SARAJEVO, Bosnia-Herzegovina — Artists and diplomats declared a new century of peace and unity in Europe on Saturday in the city where the first two shots of World War I were fired 100 years ago.
On June 28, 1914, the Austro-Hungarian crown prince, Archduke Franz Ferdinand, and his wife, Sophie, were assassinated in Sarajevo, where he had come to inspect his occupying troops in the empire’s eastern province.
The shots fired by Gavrilo Princip, 19, a Serb, sparked the Great War, which was followed decades later by a second world conflict. Together the two wars cost some 80 million Europeans their lives, ended four empires — including the Austro-Hungarian — and changed the world.
Visiting the assassination site Saturday, Sarajevan Davud Bajramovic, 67, said that to hold a second of silence for every person killed just during WWI in Europe, “We would have to stand silently for two years.”
A century later, Sarajevans crowded the same street along the river where Princip fired his shots. The Austrians were also back, but this time with music instead of the military: The Vienna Philharmonic Orchestra performed works of European composers reflecting the century’s catastrophic events and concluded with a symbol of unity in Europe: the joint European hymn, Beethoven’s “Ode to Joy.”
Austrian President Heinz Fischer said Europeans “have learnt that no problem can be solved by war.”
The continent’s violent century started in Sarajevo and also ended in Sarajevo with the 1992-95 war that took 100,000 Bosnian lives.
“If anything good can be found in this repeating evil, it’s more wisdom and readiness to build peace and achieve peace after a century of wars,” said Bosnia’s president, Bakir Izetbegovic.
The splurge of centennial concerts, speeches, lectures and exhibitions Saturday were mostly focused on creating lasting peace and promoting unity in a country that is still struggling with divisions similar to those of 100 years ago. The rift was manifested by the Serbs marking the centennial by themselves in the part of Bosnia they control, where a performance re-enacted the assassination.
As Austrian conductor Franz Welser-Moest raised his baton in Sarajevo, an actor playing Princip descending from heaven on angel’s wings, raised his pistol in the eastern town of Visegrad, at the border with Serbia, to kill Franz Ferdinand again in a performance designed for the occasion.
For the Serbs, Princip was a hero who saw Bosnia as part of the Serb national territory at a time the country was part of the Austro-Hungarian Empire. His shots were a chance for them to include Bosnia in the neighboring Serbian kingdom, the same idea that inspired the Serbs in 1992 to fight the decision by Muslim Bosnians and Catholic Croats to declare the former republic of Bosnia independent when Serb-dominated Yugoslavia fell apart. Their desire is still to add the part of Bosnia they control to neighboring Serbia.
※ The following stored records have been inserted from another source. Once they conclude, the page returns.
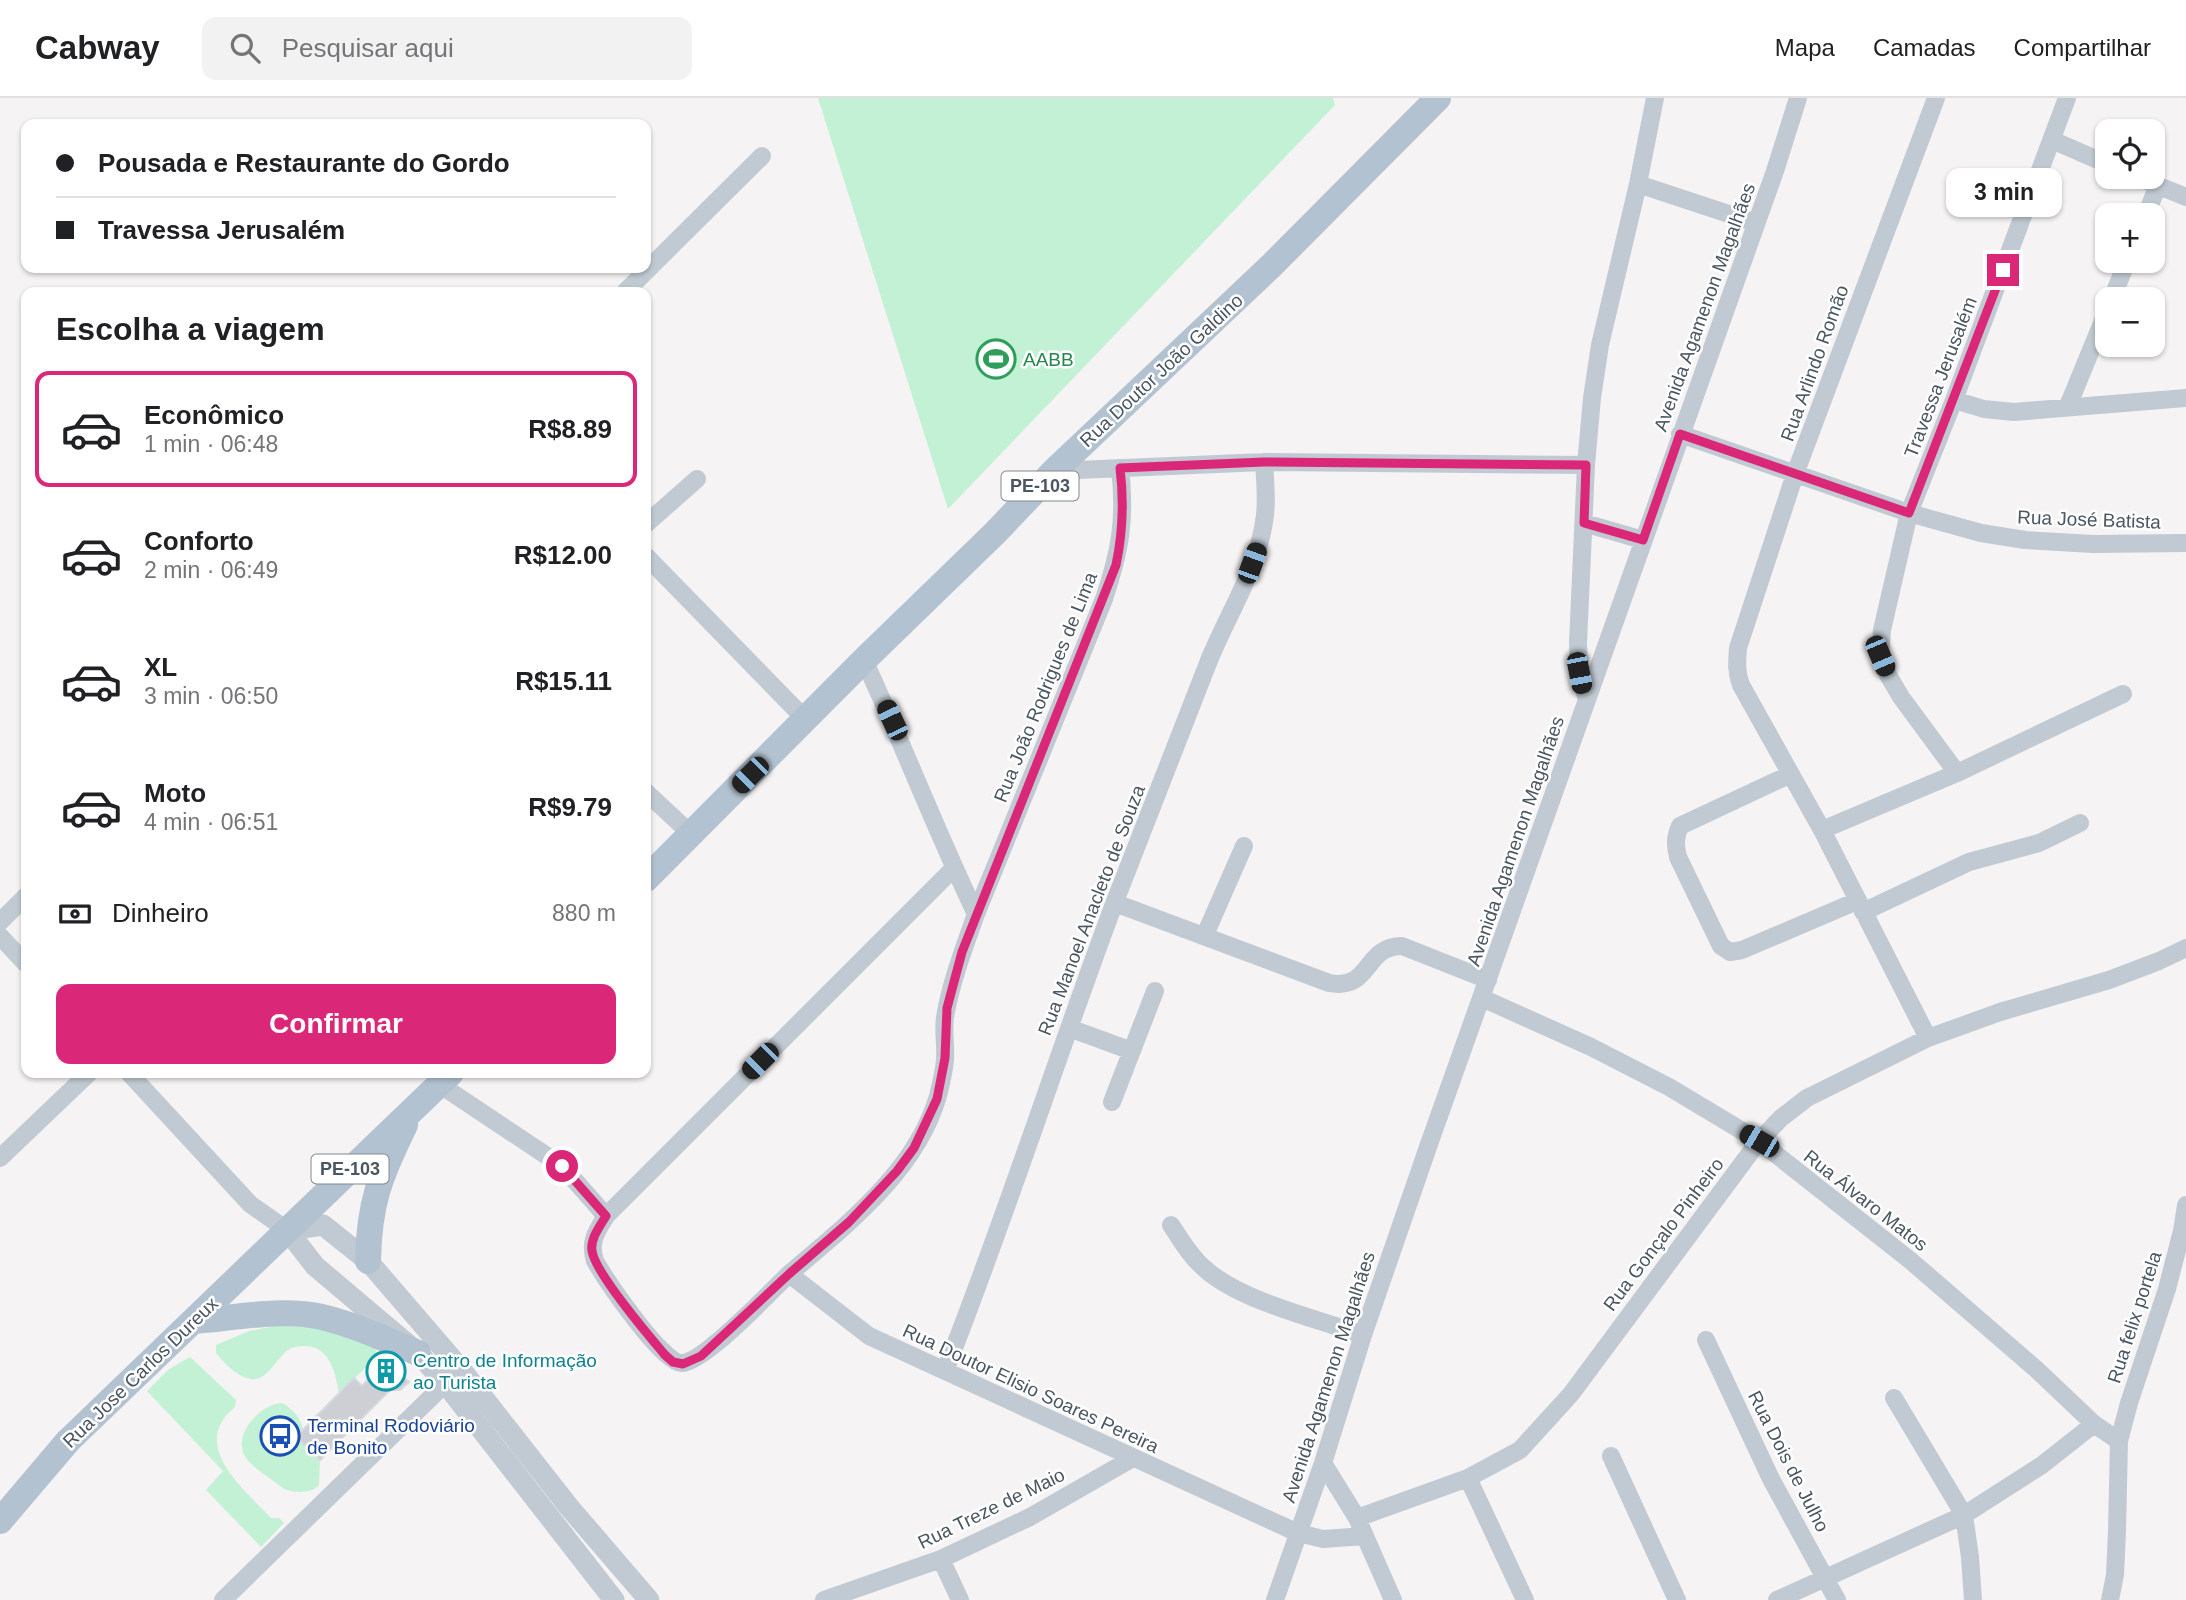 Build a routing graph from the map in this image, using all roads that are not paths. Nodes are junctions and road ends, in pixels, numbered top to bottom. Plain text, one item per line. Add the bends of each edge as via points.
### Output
1 (1438, 98) edge
2 (1655, 98) edge
3 (1798, 98) edge
4 (1936, 98) edge
5 (2067, 98) edge
6 (2052, 140) junction
7 (762, 156) dead end
8 (2095, 159) edge
9 (1638, 184) junction
10 (2165, 189) edge
11 (2186, 197) edge
12 (1756, 223) junction
13 (651, 266) edge
14 (644, 273) edge
15 (630, 287) edge
16 (2095, 340) edge
17 (2186, 398) edge
18 (1954, 400) junction
19 (2068, 406) junction
20 (1680, 434) junction
21 (1264, 462) junction
22 (1586, 465) junction
23 (1120, 468) junction
24 (1054, 471) junction
25 (1795, 474) junction
26 (697, 479) dead end
27 (1909, 513) junction
28 (651, 520) edge
29 (1584, 523) junction
30 (1643, 540) junction
31 (2186, 543) edge
32 (651, 561) edge
33 (864, 660) junction
34 (2123, 694) dead end
35 (1587, 700) junction
36 (805, 719) junction
37 (1957, 773) junction
38 (1791, 774) junction
39 (651, 797) edge
40 (2080, 822) dead end
41 (1822, 830) junction
42 (691, 834) junction
43 (1244, 846) dead end
44 (954, 868) junction
45 (651, 874) edge
46 (21, 901) edge
47 (1115, 903) junction
48 (1860, 906) junction
49 (976, 914) junction
50 (0, 922) edge
51 (1205, 935) junction
52 (0, 936) edge
53 (2186, 948) edge
54 (21, 959) edge
55 (1489, 980) junction
56 (1155, 991) dead end
57 (1482, 998) junction
58 (1069, 1028) junction
59 (1928, 1038) junction
60 (1132, 1051) junction
61 (84, 1078) edge
62 (134, 1078) edge
63 (445, 1079) edge
64 (1112, 1102) dead end
65 (413, 1108) junction
66 (1759, 1141) junction
67 (0, 1158) edge
68 (2186, 1205) edge
69 (606, 1216) junction
70 (1171, 1225) dead end
71 (287, 1230) junction
72 (368, 1261) junction
73 (789, 1274) junction
74 (193, 1321) junction
75 (1363, 1335) junction
76 (1706, 1340) dead end
77 (418, 1353) junction
78 (945, 1371) junction
79 (453, 1376) junction
80 (1894, 1398) dead end
81 (2094, 1424) junction
82 (2119, 1441) junction
83 (1611, 1456) dead end
84 (1133, 1458) junction
85 (1323, 1463) junction
86 (1468, 1478) junction
87 (569, 1507) junction
88 (1964, 1515) junction
89 (1357, 1518) junction
90 (0, 1521) edge
91 (552, 1521) junction
92 (1298, 1533) junction
93 (1365, 1536) junction
94 (942, 1559) junction
95 (1827, 1579) junction
96 (223, 1600) edge
97 (614, 1600) edge
98 (649, 1600) edge
99 (824, 1600) edge
100 (960, 1600) edge
101 (1275, 1600) edge
102 (1393, 1600) edge
103 (1525, 1600) edge
104 (1677, 1600) edge
105 (1777, 1600) edge
106 (1837, 1600) edge
107 (1973, 1600) edge
108 (2110, 1600) edge

1 - 24 main road, Rua Doutor João Galdino / PE-103 via 1272,265
2 - 9 street
3 - 12 street, Avenida Agamenon Magalhães
4 - 25 street, Rua Arlindo Romão
5 - 6 street, Travessa Jerusalém
6 - 8 street
6 - 18 street, Travessa Jerusalém
7 - 13 street
9 - 12 street
9 - 22 street via 1600,345
10 - 11 street
12 - 20 street, Avenida Agamenon Magalhães
14 - 15 street
16 - 19 street
17 - 19 street
18 - 19 street via 2014,412
18 - 27 street, Travessa Jerusalém
20 - 25 street, Rua José Batista
20 - 30 street, Avenida Agamenon Magalhães
21 - 22 street
21 - 23 street
21 - 47 street, Rua Manoel Anacleto de Souza via 1265,517 1258,546
22 - 29 street
23 - 24 street
23 - 49 street, Rua João Rodrigues de Lima via 1123,518 1116,565
24 - 33 main road, Rua Doutor João Galdino / PE-103
25 - 27 street, Rua José Batista
25 - 38 street, Rua Arlindo Romão via 1738,648 1736,673
26 - 28 street
27 - 31 street, Rua José Batista via 2025,540
27 - 37 street, Travessa Jerusalém via 1880,656 1901,697
29 - 30 street
29 - 35 street via 1578,643 1579,673
30 - 35 street, Avenida Agamenon Magalhães
32 - 36 street
33 - 36 main road, Rua Doutor João Galdino / PE-103
33 - 44 street
34 - 37 street
35 - 55 street, Avenida Agamenon Magalhães
36 - 42 main road, Rua Doutor João Galdino / PE-103
37 - 41 street
38 - 41 street
38 - 48 street via 1680,826 1676,835 1678,857 1721,946 1730,952 1742,950
39 - 42 street
40 - 48 street via 2039,843 1969,862
41 - 48 street
42 - 45 main road, Rua Doutor João Galdino / PE-103
43 - 51 street
44 - 49 street
44 - 69 street
46 - 50 street
47 - 51 street
47 - 58 street, Rua Manoel Anacleto de Souza
48 - 59 street
49 - 73 street, Rua João Rodrigues de Lima via 947,1008 942,1080 926,1125 897,1171 849,1222
51 - 55 street via 1341,985 1358,979 1388,946 1402,946
52 - 54 street
53 - 59 street, Rua Gonçalo Pinheiro via 2109,981
55 - 57 street, Avenida Agamenon Magalhães
56 - 60 street
57 - 66 street, Rua Álvaro Matos via 1669,1087
57 - 75 street, Avenida Agamenon Magalhães
58 - 60 street
58 - 78 street, Rua Manoel Anacleto de Souza
59 - 66 street, Rua Gonçalo Pinheiro via 1807,1098
60 - 64 street
61 - 67 street
62 - 71 street via 250,1205
63 - 65 main road, PE-103
63 - 69 street via 562,1166
65 - 71 main road, PE-103
65 - 72 main road via 374,1196
66 - 81 street, Rua Álvaro Matos via 1911,1261
66 - 86 street, Rua Gonçalo Pinheiro via 1539,1430 1520,1450
68 - 82 street, Rua felix portela via 2167,1289
69 - 73 street via 591,1250 595,1261 642,1328 673,1362 683,1364 701,1356
70 - 75 street via 1204,1268 1227,1284
71 - 72 street via 323,1225
71 - 74 main road, Rua Jose Carlos Dureux
71 - 77 street via 314,1266
72 - 79 street
73 - 78 street, Rua Doutor Elisio Soares Pereira via 869,1336
74 - 77 main road via 297,1314 320,1317
74 - 90 main road, Rua Jose Carlos Dureux via 68,1441
75 - 85 street, Avenida Agamenon Magalhães
76 - 95 street, Rua Dois de Julho via 1771,1479
77 - 79 street
78 - 84 street, Rua Doutor Elisio Soares Pereira
79 - 87 street
79 - 91 street
79 - 96 street
80 - 88 street
81 - 82 street, Rua Álvaro Matos
81 - 88 street via 2042,1465
82 - 108 street via 2115,1575
83 - 104 street
84 - 92 street, Rua Doutor Elisio Soares Pereira
84 - 94 street, Rua Treze de Maio via 1030,1517
85 - 89 street
85 - 92 street, Avenida Agamenon Magalhães
86 - 89 street, Rua Gonçalo Pinheiro
86 - 103 street
87 - 91 street
87 - 98 street
88 - 95 street
88 - 107 street
89 - 93 street
91 - 97 street
92 - 93 street, Rua Doutor Elisio Soares Pereira via 1323,1539
92 - 101 street, Avenida Agamenon Magalhães
93 - 102 street
94 - 99 street, Rua Treze de Maio
94 - 100 street
95 - 105 street
95 - 106 street, Rua Dois de Julho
Serbian crown prince Aleksandar Karadjordjevic, Serbian Prime Minister Aleksandar Vucic, President Tomislav Nikolic and the head of the Serbian Orthodox Church, Patriarch Irinej, attended the ceremony in Visegrad, where Serbian flags flew and the Serbian anthem was played, although the town is in Bosnia.
Vucic said he was proud because in Visegrad, “The Serbs are protecting their good reputation.”
Vucic, a former hard-line nationalist-turned pro-European Union reformer, previously said he considered going to Sarajevo for the centennial but gave up after realizing he would have to stand beside a plaque depicting Serbs as criminals.
A plaque at the entrance of the recently reconstructed Sarajevo National Library building, where the concert took place, states that “Serb criminals” set the library ablaze in 1992 along with its 2 million books, magazines and manuscripts.